9 de novembro de 2007

Luto

Enterrado esta manhã, no cemitério Bosque da Paz, o jornalista Gerson dos Santos.
Talvez não exista outra pessoa que tenha vibrado de forma tão intensa, como Gerson, quando escolhi ser jornalista. Mais que minha mãe, meu avô e meu tio, todos jornalistas. Digo com convicção, sem medo de ser piegas, condição natural de quem sente o peito apertar, quando a tarde de repente fica cinza em plena sexta-feira. É que Gerson, sua esposa Nice, Artur e Sissi, os filhos, sempre foram muito presentes na minha família.

Final dos anos 80, muitas foram as vezes em que nos divertimos noite a dentro, lá em casa, junto com a turminha da extinta Revisão. No repertório, músicas, histórias sem ter fim e muita comida gostosa.

Eu, criança, achava o máximo todas aquelas histórias de jornalistas. [Reflito: acho que foi aí que cometi o crime]. Gerson, sempre hilário, às vezes saia da condição de repórter para atuar como protagonista dos casos mais inusitados. Como no dia em que Nice acordou de madrugada, assustada, crente que se tratava de suicídio, ao ver o marido com parte do corpo para fora da janela do apartamento onde moravam na Bonocô.

"Meu amor, não vá assim. Não se jogue, por favor. Temos dois filhos pra criar", clamou apavorada. "Tá doida, mulher? Trata de me ajudar, a janela está despencando, tá pesado demais, não vou agüentar". Resolvido o problema, veja só que justificativa.

Insone , Gerson tinha levantado da cama para respirar um pouco. Ver o céu, as estrelas. Espairar na janela. Só não contava ser traído pela estrutura de alumínio que a aquela altura precisava mesmo ser trocada. Coisas de Gerson. Não sendo trágico, a gente ria um bocado.

O bonde da revisão também era integrado por Rita Conrado, Josélia Ribeiro, Rê de Sá, as Fátimas, Cristiane, Marilena Neco, Laura Angelim, Cora, Raimundo Alves, Neusinha, João Saldanha, Egídio, Arlete, Francina, Sara Barnuevo, Márcia Gomes e Marlene Lopes. Lembro também de Iloma, que ficava na fotomontagem, digitalizando as laudas, uma salinha ao lado da revisão, mais ou menos onde fica o Transporte e o DP hoje em dia. De Pérola e Calixto junto às barulhentas máquinas de escrever da Redação. E de Nelido, o chefe, com régua, lápis e cola montando páginas na revisão. [Se nesse momento esqueço de alguém, por favor, me perdoem a memória rarefeita.]

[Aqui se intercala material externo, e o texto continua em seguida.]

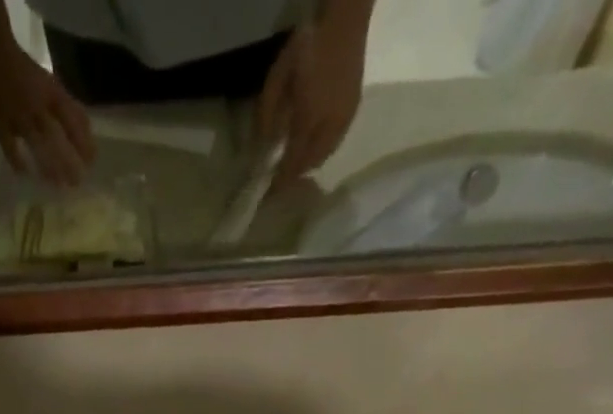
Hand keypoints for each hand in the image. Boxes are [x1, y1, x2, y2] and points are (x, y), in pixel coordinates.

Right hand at [0, 38, 94, 186]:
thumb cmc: (22, 71)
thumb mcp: (48, 84)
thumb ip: (65, 106)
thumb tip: (86, 131)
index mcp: (51, 93)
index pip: (72, 120)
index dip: (83, 142)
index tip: (91, 162)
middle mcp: (36, 106)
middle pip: (57, 138)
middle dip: (68, 162)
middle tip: (77, 183)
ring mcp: (17, 116)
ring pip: (37, 146)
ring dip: (48, 167)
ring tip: (57, 185)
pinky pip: (10, 149)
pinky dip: (19, 163)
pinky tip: (25, 174)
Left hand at [257, 12, 366, 190]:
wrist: (343, 20)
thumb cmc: (306, 48)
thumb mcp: (278, 79)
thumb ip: (267, 115)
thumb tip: (261, 146)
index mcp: (307, 120)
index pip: (291, 163)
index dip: (279, 181)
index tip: (268, 194)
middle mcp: (328, 127)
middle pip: (308, 164)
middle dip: (294, 175)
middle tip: (280, 180)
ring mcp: (343, 120)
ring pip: (322, 156)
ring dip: (308, 165)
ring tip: (294, 165)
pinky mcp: (351, 112)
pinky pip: (333, 144)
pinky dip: (320, 152)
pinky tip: (311, 147)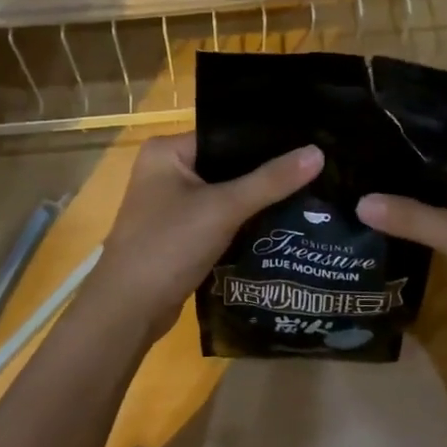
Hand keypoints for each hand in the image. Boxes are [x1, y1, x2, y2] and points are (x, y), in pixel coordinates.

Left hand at [80, 133, 323, 345]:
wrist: (128, 311)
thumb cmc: (168, 246)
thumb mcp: (224, 208)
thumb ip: (271, 180)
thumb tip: (318, 152)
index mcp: (166, 151)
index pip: (226, 134)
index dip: (266, 139)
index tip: (308, 141)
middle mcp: (166, 170)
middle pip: (228, 164)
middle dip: (266, 172)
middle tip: (315, 168)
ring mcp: (171, 204)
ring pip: (226, 193)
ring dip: (257, 198)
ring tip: (308, 192)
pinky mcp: (180, 233)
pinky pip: (220, 217)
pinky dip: (244, 221)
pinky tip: (281, 221)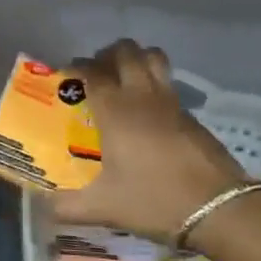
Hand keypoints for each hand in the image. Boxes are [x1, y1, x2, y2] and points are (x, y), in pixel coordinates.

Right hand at [49, 40, 249, 243]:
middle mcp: (142, 97)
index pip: (92, 72)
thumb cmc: (154, 201)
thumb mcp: (103, 208)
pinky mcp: (191, 115)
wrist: (217, 208)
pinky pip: (168, 83)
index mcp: (116, 111)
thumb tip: (43, 206)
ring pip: (154, 58)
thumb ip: (66, 206)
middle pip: (127, 52)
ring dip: (136, 58)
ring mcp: (171, 102)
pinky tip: (148, 111)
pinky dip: (154, 83)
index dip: (76, 67)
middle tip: (95, 72)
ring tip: (123, 78)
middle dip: (107, 54)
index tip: (65, 75)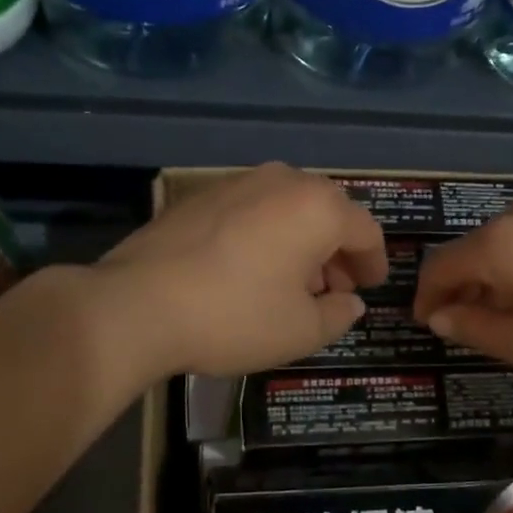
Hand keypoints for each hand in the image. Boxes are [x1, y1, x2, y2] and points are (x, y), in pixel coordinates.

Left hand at [96, 163, 387, 377]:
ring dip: (301, 243)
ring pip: (287, 209)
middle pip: (327, 212)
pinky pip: (252, 211)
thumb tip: (350, 302)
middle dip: (337, 251)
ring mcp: (237, 183)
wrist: (138, 305)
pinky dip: (266, 236)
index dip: (374, 262)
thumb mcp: (300, 331)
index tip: (371, 286)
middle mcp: (282, 181)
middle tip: (334, 288)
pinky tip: (251, 271)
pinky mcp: (201, 196)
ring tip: (293, 283)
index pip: (364, 230)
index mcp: (317, 208)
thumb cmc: (235, 316)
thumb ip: (337, 315)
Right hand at [412, 197, 512, 384]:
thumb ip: (472, 327)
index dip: (425, 297)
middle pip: (470, 251)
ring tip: (501, 316)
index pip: (439, 265)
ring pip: (501, 244)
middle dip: (459, 289)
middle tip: (462, 327)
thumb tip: (437, 316)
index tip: (425, 325)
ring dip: (490, 278)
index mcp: (498, 242)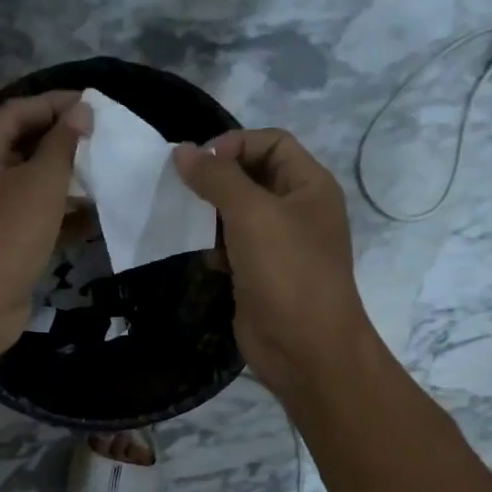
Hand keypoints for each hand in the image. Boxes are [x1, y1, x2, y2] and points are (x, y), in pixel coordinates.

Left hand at [0, 91, 90, 355]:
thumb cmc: (5, 237)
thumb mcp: (40, 185)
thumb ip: (62, 145)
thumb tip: (80, 111)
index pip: (15, 112)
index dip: (55, 104)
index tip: (94, 102)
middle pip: (20, 146)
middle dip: (60, 141)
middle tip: (101, 136)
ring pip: (27, 184)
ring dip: (62, 178)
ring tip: (102, 171)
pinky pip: (29, 215)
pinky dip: (57, 212)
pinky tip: (92, 213)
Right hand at [174, 129, 375, 396]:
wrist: (305, 348)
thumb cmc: (286, 272)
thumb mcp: (252, 215)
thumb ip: (216, 178)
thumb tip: (182, 152)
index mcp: (310, 186)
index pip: (272, 142)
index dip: (235, 144)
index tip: (197, 164)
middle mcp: (298, 210)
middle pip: (252, 175)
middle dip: (217, 179)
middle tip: (182, 189)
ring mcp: (279, 245)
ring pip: (238, 214)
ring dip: (211, 214)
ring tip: (185, 220)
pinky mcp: (260, 274)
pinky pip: (232, 247)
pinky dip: (214, 247)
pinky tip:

O piso da redação era coberto por carpete marrom e eu gostava de catar os alfinetes que ficavam perdidos debaixo das mesas dos repórteres. Ajudava a passar o tempo nos dias em que minha mãe passava do horário e eu ali chegava, ansiosa, para levá-la para casa. Na condição de filha única [minha irmã Safira ainda não tinha nascido], sempre reclamava porque ela, a minha mãe, nunca saia no horário certa. Hoje peço desculpas e compreendo.

Anos passaram, virei "gente" e "fiquei me achando", como costuma dizer Marlen em alto e bom tom todo dia na redação. Em janeiro de 2004, ainda na faculdade, vim parar na redação de A Tarde, mais especificamente para um estágio, no turno noturno, no A Tarde On Line. Horário comum ao de Gerson, que junto com Pérola e Luis fechavam Polícia. Confesso que fui amplamente paparicada por esse trio. Um carinho herdado, devo reconhecer, mas que me fez gostar ainda mais da profissão.

Pois bem. Não foi para chegar a essa conclusão banal que me estendi até aqui. É que nunca vou esquecer da satisfação de Gerson no dia em que pela primeira e última vez assinamos uma matéria juntos.

Um factual rasinho, digno de quem está há dois meses na redação, sobre os pedestres que tinham dificuldade de atravessar na rua Marcos Freire por falta de sinaleira. Não foi manchete tampouco concorreu ao Prêmio Esso. Apenas o suficiente para, no dia seguinte, Gerson aparecer com a página em punho acompanhado de largo sorriso no rosto. "Veja como é a vida, carreguei essa menina no colo", disse, todo prosa, a todos que estavam na redação. Não satisfeito, recortou a matéria e guardou na agenda.

Depois de algum tempo, os problemas de saúde o afastaram da redação. Mesmo longe, vez ou outra, ligava para mim para "dizer que estava olho na minha produção" e assim riamos um bocado.

Hoje minha casa está em silêncio. Estamos todos em oração. Diante da dor, resta-nos o conforto de que nosso amigo Gerson foi morar num lugar melhor.